Financial aid shifting from lower-income students to higher-income students, analysis finds

A new analysis from The Hechinger Report finds that, over the last decade, the net price—the price after discounts and financial aid—paid by low-income students at nearly 700 colleges and universities has increased more rapidly than the net price paid by their high-income peers. Low-income students still typically pay less overall, but the trend suggests that “in the competition for revenues and students, financial aid is shifting from needy families to wealthier ones.”

The Hechinger Report’s Tuition Tracker uses federal data to compare the sticker price of U.S. colleges and universities with their estimated net price by income. At 80 institutions, net price doubled for their lowest-income students across the past decade, while it tripled at 19 colleges and quadrupled at 10. At 90 colleges and universities, the net price increased for their lowest-income students while it decreased for their highest-income students. The tuition tracker, however, shows that at Georgetown University, which meets U.S. students’ full demonstrated financial need, the net price for students whose household income is less than $30,000 has decreased by 94%, from $10,603 to $596. 

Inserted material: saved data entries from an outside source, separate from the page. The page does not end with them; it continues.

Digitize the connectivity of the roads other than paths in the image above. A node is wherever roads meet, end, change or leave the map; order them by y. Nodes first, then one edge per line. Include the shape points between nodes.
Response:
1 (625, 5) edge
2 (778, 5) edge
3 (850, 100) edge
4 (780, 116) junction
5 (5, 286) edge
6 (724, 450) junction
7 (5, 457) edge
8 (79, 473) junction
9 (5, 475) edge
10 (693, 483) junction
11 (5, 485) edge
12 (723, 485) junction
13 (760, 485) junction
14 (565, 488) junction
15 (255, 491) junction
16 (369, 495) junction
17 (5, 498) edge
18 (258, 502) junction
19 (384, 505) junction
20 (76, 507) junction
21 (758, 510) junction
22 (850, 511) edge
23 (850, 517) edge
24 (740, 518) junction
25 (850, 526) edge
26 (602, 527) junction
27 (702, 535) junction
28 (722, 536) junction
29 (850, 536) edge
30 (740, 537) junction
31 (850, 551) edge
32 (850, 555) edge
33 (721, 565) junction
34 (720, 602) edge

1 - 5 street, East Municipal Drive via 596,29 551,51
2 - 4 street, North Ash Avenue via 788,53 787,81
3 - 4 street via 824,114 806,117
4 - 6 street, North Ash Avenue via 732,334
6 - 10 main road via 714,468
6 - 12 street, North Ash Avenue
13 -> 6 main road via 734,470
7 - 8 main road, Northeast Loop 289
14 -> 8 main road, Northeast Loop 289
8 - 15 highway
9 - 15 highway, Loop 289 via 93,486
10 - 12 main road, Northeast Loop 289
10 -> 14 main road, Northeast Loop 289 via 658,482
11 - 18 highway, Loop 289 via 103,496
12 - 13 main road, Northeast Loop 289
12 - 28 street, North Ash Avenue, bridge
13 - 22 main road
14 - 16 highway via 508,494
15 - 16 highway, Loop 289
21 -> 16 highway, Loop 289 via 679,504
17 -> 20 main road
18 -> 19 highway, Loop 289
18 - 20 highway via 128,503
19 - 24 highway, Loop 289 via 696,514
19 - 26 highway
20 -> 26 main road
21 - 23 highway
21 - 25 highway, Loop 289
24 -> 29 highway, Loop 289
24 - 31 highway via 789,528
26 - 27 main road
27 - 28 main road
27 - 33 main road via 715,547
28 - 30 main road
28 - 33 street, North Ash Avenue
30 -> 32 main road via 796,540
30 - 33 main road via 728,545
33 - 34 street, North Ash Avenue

Implications for lower-income students

Facing rising net prices, lower-income students have become more reliant on student loans and federal Pell Grants. However, the latter covered only about 25% of college costs in 2020-21, a 69% decline from how much it covered in 1975-76, according to data from the Pell Institute for the Study of Opportunity in Higher Education and the Alliance for Higher Education and Democracy at the University of Pennsylvania. State financial aid also has failed to keep up with the cost of attendance and in some cases has shifted to disproportionately benefit higher-income students.

Increased reliance on student loans can thwart low-income students’ financial mobility years after graduation. Pell Grant recipients, most of whom typically earn an annual income of $40,000 or less, were over five times more likely to end up in default on their loans within 12 years of entering college than their higher-income peers, according to The Institute for College Access and Success. First-generation college students and Black students were also more likely to default on their student loans.

“Costs keep going up. And when the Pell Grant fails to keep up with inflationary costs, that’s often going to be felt by the neediest students,” Justin Draeger, president of the National Association of Student Financial Aid Administrators, tells The Hechinger Report. “It’s doubly unfortunate because for those students, price sensitivity doesn’t just impact their choice of where they’ll go to college, it impacts whether they’ll go to college.”